→ **STUDY MATERIAL**
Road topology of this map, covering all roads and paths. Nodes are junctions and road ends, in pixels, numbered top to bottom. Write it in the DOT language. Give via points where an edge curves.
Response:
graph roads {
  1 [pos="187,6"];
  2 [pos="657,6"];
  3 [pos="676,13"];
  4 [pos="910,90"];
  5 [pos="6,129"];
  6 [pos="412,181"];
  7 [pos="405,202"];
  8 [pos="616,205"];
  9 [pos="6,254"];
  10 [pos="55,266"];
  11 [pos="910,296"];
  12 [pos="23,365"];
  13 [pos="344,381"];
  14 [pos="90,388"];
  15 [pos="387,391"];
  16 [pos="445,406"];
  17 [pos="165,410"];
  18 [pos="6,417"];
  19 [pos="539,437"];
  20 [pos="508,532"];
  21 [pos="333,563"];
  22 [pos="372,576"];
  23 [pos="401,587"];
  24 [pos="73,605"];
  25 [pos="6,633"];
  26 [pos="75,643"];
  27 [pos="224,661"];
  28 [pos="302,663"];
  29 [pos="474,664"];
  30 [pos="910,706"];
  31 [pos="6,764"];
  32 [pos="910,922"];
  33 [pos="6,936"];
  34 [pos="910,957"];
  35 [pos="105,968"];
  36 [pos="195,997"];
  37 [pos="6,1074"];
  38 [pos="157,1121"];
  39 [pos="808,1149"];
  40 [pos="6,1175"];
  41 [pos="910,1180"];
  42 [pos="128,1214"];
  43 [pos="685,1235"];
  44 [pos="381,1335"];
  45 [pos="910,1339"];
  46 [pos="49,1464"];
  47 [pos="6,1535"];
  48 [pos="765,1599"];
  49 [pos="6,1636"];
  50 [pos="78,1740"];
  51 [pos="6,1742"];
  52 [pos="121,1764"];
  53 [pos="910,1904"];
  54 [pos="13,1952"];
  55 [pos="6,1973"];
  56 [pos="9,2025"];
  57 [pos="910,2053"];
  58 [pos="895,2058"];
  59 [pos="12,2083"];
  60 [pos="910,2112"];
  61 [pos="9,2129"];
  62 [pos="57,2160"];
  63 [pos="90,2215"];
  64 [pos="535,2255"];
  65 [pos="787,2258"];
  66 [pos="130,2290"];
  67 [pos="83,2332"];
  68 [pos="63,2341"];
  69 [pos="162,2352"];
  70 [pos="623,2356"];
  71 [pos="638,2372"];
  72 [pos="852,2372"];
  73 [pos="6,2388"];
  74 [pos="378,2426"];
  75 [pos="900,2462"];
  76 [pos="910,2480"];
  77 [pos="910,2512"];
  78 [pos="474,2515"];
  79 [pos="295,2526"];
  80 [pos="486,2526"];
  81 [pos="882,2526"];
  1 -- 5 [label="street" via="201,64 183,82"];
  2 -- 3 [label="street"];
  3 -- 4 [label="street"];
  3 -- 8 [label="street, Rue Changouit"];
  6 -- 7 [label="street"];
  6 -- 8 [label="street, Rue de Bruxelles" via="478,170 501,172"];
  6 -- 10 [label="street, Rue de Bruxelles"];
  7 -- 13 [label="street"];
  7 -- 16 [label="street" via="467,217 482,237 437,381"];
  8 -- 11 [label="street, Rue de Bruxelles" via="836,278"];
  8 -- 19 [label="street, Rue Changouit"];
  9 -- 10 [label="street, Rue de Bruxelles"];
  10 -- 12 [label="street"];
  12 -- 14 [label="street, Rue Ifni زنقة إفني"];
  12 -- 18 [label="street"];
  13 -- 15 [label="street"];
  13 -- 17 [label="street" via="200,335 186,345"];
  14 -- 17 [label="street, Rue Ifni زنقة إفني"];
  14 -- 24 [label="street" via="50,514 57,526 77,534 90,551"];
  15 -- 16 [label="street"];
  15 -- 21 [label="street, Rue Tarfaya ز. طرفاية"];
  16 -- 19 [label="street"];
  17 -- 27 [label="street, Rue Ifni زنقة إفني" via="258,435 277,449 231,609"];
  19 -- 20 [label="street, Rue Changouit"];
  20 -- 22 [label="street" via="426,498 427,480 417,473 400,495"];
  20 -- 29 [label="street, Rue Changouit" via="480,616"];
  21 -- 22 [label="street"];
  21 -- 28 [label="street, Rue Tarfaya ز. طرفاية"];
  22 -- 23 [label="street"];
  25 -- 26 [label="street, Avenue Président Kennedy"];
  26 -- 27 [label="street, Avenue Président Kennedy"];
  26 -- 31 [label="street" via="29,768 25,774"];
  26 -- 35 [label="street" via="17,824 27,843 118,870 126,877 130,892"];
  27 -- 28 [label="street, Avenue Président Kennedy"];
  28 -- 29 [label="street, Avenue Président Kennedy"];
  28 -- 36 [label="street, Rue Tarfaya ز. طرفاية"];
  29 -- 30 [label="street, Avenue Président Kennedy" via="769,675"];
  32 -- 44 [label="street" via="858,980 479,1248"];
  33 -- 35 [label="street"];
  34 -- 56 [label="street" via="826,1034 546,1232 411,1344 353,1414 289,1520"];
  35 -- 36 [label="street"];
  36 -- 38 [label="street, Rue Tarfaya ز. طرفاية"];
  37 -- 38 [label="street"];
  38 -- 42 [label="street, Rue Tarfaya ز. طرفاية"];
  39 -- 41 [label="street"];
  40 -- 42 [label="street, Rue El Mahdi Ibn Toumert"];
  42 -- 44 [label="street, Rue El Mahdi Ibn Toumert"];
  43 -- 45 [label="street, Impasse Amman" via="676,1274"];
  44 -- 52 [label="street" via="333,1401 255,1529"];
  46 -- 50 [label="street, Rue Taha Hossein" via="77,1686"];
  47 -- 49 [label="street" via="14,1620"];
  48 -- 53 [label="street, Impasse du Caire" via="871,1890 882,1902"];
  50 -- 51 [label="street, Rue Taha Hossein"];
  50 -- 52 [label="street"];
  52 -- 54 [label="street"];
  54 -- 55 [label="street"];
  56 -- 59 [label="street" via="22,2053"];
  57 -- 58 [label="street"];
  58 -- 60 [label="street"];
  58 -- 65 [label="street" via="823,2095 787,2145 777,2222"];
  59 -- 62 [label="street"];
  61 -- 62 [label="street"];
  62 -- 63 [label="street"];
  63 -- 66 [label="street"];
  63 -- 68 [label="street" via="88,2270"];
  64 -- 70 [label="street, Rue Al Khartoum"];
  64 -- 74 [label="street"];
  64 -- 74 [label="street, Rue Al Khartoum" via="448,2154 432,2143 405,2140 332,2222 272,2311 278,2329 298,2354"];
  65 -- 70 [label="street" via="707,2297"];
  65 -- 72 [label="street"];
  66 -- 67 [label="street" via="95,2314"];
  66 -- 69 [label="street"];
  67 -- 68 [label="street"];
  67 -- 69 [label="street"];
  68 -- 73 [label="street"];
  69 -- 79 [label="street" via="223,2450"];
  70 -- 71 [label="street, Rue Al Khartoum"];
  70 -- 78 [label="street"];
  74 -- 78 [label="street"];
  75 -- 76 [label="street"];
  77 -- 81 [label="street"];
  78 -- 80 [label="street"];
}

→ **BRIEF**
The whole listing above is to be transcribed exactly, line for line.

→ **RESPONSE FOR THIS EXERCISE**
Road topology of this map, covering all roads and paths. Nodes are junctions and road ends, in pixels, numbered top to bottom. Write it in the DOT language. Give via points where an edge curves.
Response:
graph roads {
  1 [pos="187,6"];
  2 [pos="657,6"];
  3 [pos="676,13"];
  4 [pos="910,90"];
  5 [pos="6,129"];
  6 [pos="412,181"];
  7 [pos="405,202"];
  8 [pos="616,205"];
  9 [pos="6,254"];
  10 [pos="55,266"];
  11 [pos="910,296"];
  12 [pos="23,365"];
  13 [pos="344,381"];
  14 [pos="90,388"];
  15 [pos="387,391"];
  16 [pos="445,406"];
  17 [pos="165,410"];
  18 [pos="6,417"];
  19 [pos="539,437"];
  20 [pos="508,532"];
  21 [pos="333,563"];
  22 [pos="372,576"];
  23 [pos="401,587"];
  24 [pos="73,605"];
  25 [pos="6,633"];
  26 [pos="75,643"];
  27 [pos="224,661"];
  28 [pos="302,663"];
  29 [pos="474,664"];
  30 [pos="910,706"];
  31 [pos="6,764"];
  32 [pos="910,922"];
  33 [pos="6,936"];
  34 [pos="910,957"];
  35 [pos="105,968"];
  36 [pos="195,997"];
  37 [pos="6,1074"];
  38 [pos="157,1121"];
  39 [pos="808,1149"];
  40 [pos="6,1175"];
  41 [pos="910,1180"];
  42 [pos="128,1214"];
  43 [pos="685,1235"];
  44 [pos="381,1335"];
  45 [pos="910,1339"];
  46 [pos="49,1464"];
  47 [pos="6,1535"];
  48 [pos="765,1599"];
  49 [pos="6,1636"];
  50 [pos="78,1740"];
  51 [pos="6,1742"];
  52 [pos="121,1764"];
  53 [pos="910,1904"];
  54 [pos="13,1952"];
  55 [pos="6,1973"];
  56 [pos="9,2025"];
  57 [pos="910,2053"];
  58 [pos="895,2058"];
  59 [pos="12,2083"];
  60 [pos="910,2112"];
  61 [pos="9,2129"];
  62 [pos="57,2160"];
  63 [pos="90,2215"];
  64 [pos="535,2255"];
  65 [pos="787,2258"];
  66 [pos="130,2290"];
  67 [pos="83,2332"];
  68 [pos="63,2341"];
  69 [pos="162,2352"];
  70 [pos="623,2356"];
  71 [pos="638,2372"];
  72 [pos="852,2372"];
  73 [pos="6,2388"];
  74 [pos="378,2426"];
  75 [pos="900,2462"];
  76 [pos="910,2480"];
  77 [pos="910,2512"];
  78 [pos="474,2515"];
  79 [pos="295,2526"];
  80 [pos="486,2526"];
  81 [pos="882,2526"];
  1 -- 5 [label="street" via="201,64 183,82"];
  2 -- 3 [label="street"];
  3 -- 4 [label="street"];
  3 -- 8 [label="street, Rue Changouit"];
  6 -- 7 [label="street"];
  6 -- 8 [label="street, Rue de Bruxelles" via="478,170 501,172"];
  6 -- 10 [label="street, Rue de Bruxelles"];
  7 -- 13 [label="street"];
  7 -- 16 [label="street" via="467,217 482,237 437,381"];
  8 -- 11 [label="street, Rue de Bruxelles" via="836,278"];
  8 -- 19 [label="street, Rue Changouit"];
  9 -- 10 [label="street, Rue de Bruxelles"];
  10 -- 12 [label="street"];
  12 -- 14 [label="street, Rue Ifni زنقة إفني"];
  12 -- 18 [label="street"];
  13 -- 15 [label="street"];
  13 -- 17 [label="street" via="200,335 186,345"];
  14 -- 17 [label="street, Rue Ifni زنقة إفني"];
  14 -- 24 [label="street" via="50,514 57,526 77,534 90,551"];
  15 -- 16 [label="street"];
  15 -- 21 [label="street, Rue Tarfaya ز. طرفاية"];
  16 -- 19 [label="street"];
  17 -- 27 [label="street, Rue Ifni زنقة إفني" via="258,435 277,449 231,609"];
  19 -- 20 [label="street, Rue Changouit"];
  20 -- 22 [label="street" via="426,498 427,480 417,473 400,495"];
  20 -- 29 [label="street, Rue Changouit" via="480,616"];
  21 -- 22 [label="street"];
  21 -- 28 [label="street, Rue Tarfaya ز. طرفاية"];
  22 -- 23 [label="street"];
  25 -- 26 [label="street, Avenue Président Kennedy"];
  26 -- 27 [label="street, Avenue Président Kennedy"];
  26 -- 31 [label="street" via="29,768 25,774"];
  26 -- 35 [label="street" via="17,824 27,843 118,870 126,877 130,892"];
  27 -- 28 [label="street, Avenue Président Kennedy"];
  28 -- 29 [label="street, Avenue Président Kennedy"];
  28 -- 36 [label="street, Rue Tarfaya ز. طرفاية"];
  29 -- 30 [label="street, Avenue Président Kennedy" via="769,675"];
  32 -- 44 [label="street" via="858,980 479,1248"];
  33 -- 35 [label="street"];
  34 -- 56 [label="street" via="826,1034 546,1232 411,1344 353,1414 289,1520"];
  35 -- 36 [label="street"];
  36 -- 38 [label="street, Rue Tarfaya ز. طرفاية"];
  37 -- 38 [label="street"];
  38 -- 42 [label="street, Rue Tarfaya ز. طرفاية"];
  39 -- 41 [label="street"];
  40 -- 42 [label="street, Rue El Mahdi Ibn Toumert"];
  42 -- 44 [label="street, Rue El Mahdi Ibn Toumert"];
  43 -- 45 [label="street, Impasse Amman" via="676,1274"];
  44 -- 52 [label="street" via="333,1401 255,1529"];
  46 -- 50 [label="street, Rue Taha Hossein" via="77,1686"];
  47 -- 49 [label="street" via="14,1620"];
  48 -- 53 [label="street, Impasse du Caire" via="871,1890 882,1902"];
  50 -- 51 [label="street, Rue Taha Hossein"];
  50 -- 52 [label="street"];
  52 -- 54 [label="street"];
  54 -- 55 [label="street"];
  56 -- 59 [label="street" via="22,2053"];
  57 -- 58 [label="street"];
  58 -- 60 [label="street"];
  58 -- 65 [label="street" via="823,2095 787,2145 777,2222"];
  59 -- 62 [label="street"];
  61 -- 62 [label="street"];
  62 -- 63 [label="street"];
  63 -- 66 [label="street"];
  63 -- 68 [label="street" via="88,2270"];
  64 -- 70 [label="street, Rue Al Khartoum"];
  64 -- 74 [label="street"];
  64 -- 74 [label="street, Rue Al Khartoum" via="448,2154 432,2143 405,2140 332,2222 272,2311 278,2329 298,2354"];
  65 -- 70 [label="street" via="707,2297"];
  65 -- 72 [label="street"];
  66 -- 67 [label="street" via="95,2314"];
  66 -- 69 [label="street"];
  67 -- 68 [label="street"];
  67 -- 69 [label="street"];
  68 -- 73 [label="street"];
  69 -- 79 [label="street" via="223,2450"];
  70 -- 71 [label="street, Rue Al Khartoum"];
  70 -- 78 [label="street"];
  74 -- 78 [label="street"];
  75 -- 76 [label="street"];
  77 -- 81 [label="street"];
  78 -- 80 [label="street"];
}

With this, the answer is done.